Mayor Keisha Lance Bottoms joins some 50 other mayors in the Mayors for a Guaranteed Income pilot program, or IMPACT. The program is a direct cash payment plan for those living on the fringes. This could last up to 12 months or $ 6,000 in total. The money would not be a loan, but an investment by the city in the qualified resident.
“Who decided who won or who lost, who controls who gets what and what do we know afterwards? City Council member Howard Shook asked at the council meeting this week.
The city would set aside $ 2 million for the pilot program. The program, with some general administrative costs, will be managed by non-profit organizations. The $ 2 million will go to the Urban League of Greater Atlanta to launch the $ 500,000 pilot program set up by IMPACT. The city will use two external resources to administer the donations.
There is no contract with the city, so once the city turns over the $ 2 million, it will have no control, as Atlanta Assistant District Attorney Amber Robinson told council. municipal.
“We donate these funds. Because this is a donation rather than a contract for services, we … from a legislative point of view, are not allowed to dictate the use of donated funds,” Robinson said.
The degrees are liberal. A family of four can earn up to $ 53,000 a year and still have money.
“IMPACT is another major step towards our vision of One Atlanta – a more equitable, affordable and resilient city,” said Mayor Keisha Lance Bottoms. “This pilot program is an innovative solution to the widespread economic insecurity and income inequalities that exist across the country and it is a bold investment in our most underserved communities.”
For those interested, you can find out more on the IMPACT website at mayorsforagi.org.
Atlanta City Council also passed the Children’s Savings Account Program which will provide qualifying kindergarten children with a one-time deposit of $ 50 into a savings account reserved for education-related expenses. The city will donate $ 2 million to Operation HOPE, Inc. to help establish this program.

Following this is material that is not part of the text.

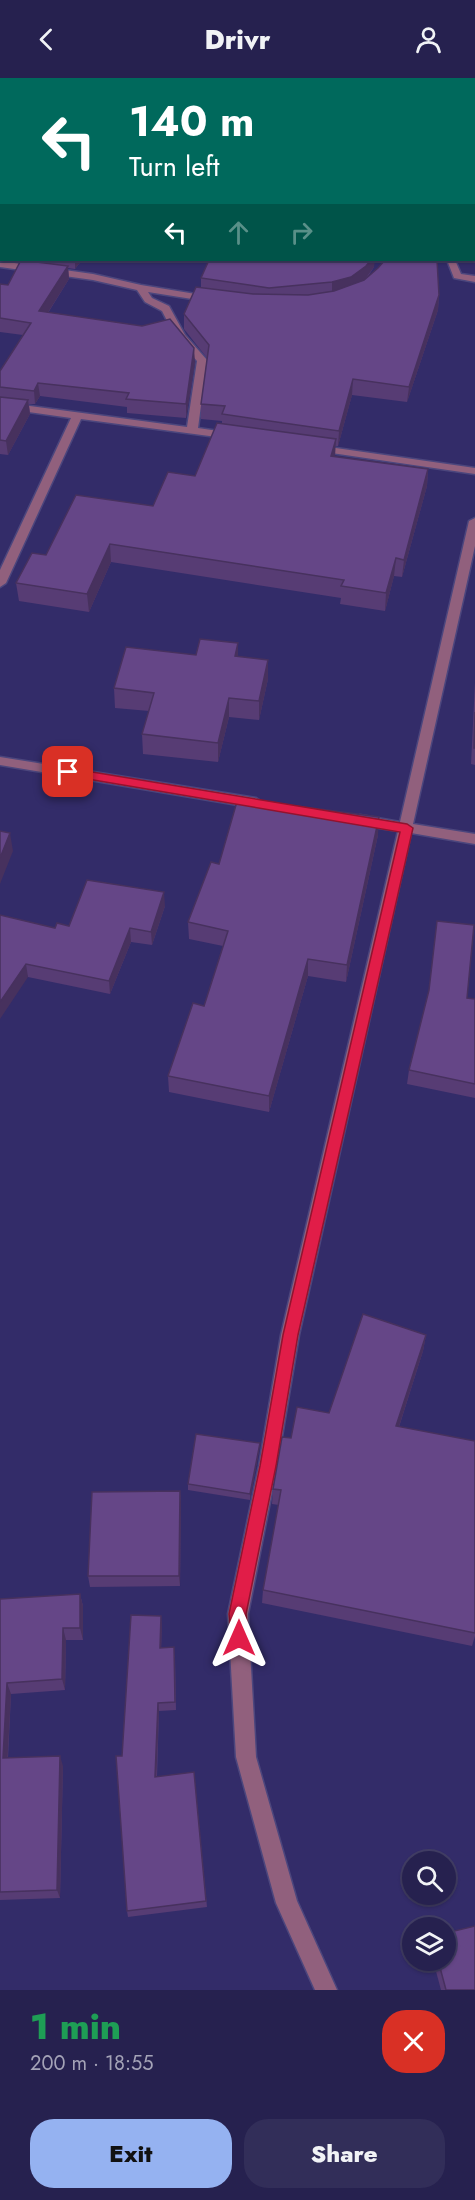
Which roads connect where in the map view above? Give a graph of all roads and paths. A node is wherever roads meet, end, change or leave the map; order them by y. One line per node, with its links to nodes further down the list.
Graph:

“The Children’s Savings Account program is an investment in our children, their families and the future of our city,” said Mayor Keisha Lance Bottoms. “I made this pledge during my campaign and am grateful for delivering it to families in Atlanta. By creating long-term kindergarten savings accounts, our administration is helping to strengthen the trajectory of students most in need of financial support to pursue their dreams of higher education. “
The goal is to provide seed money for students to save for college and help reduce long-term student debt.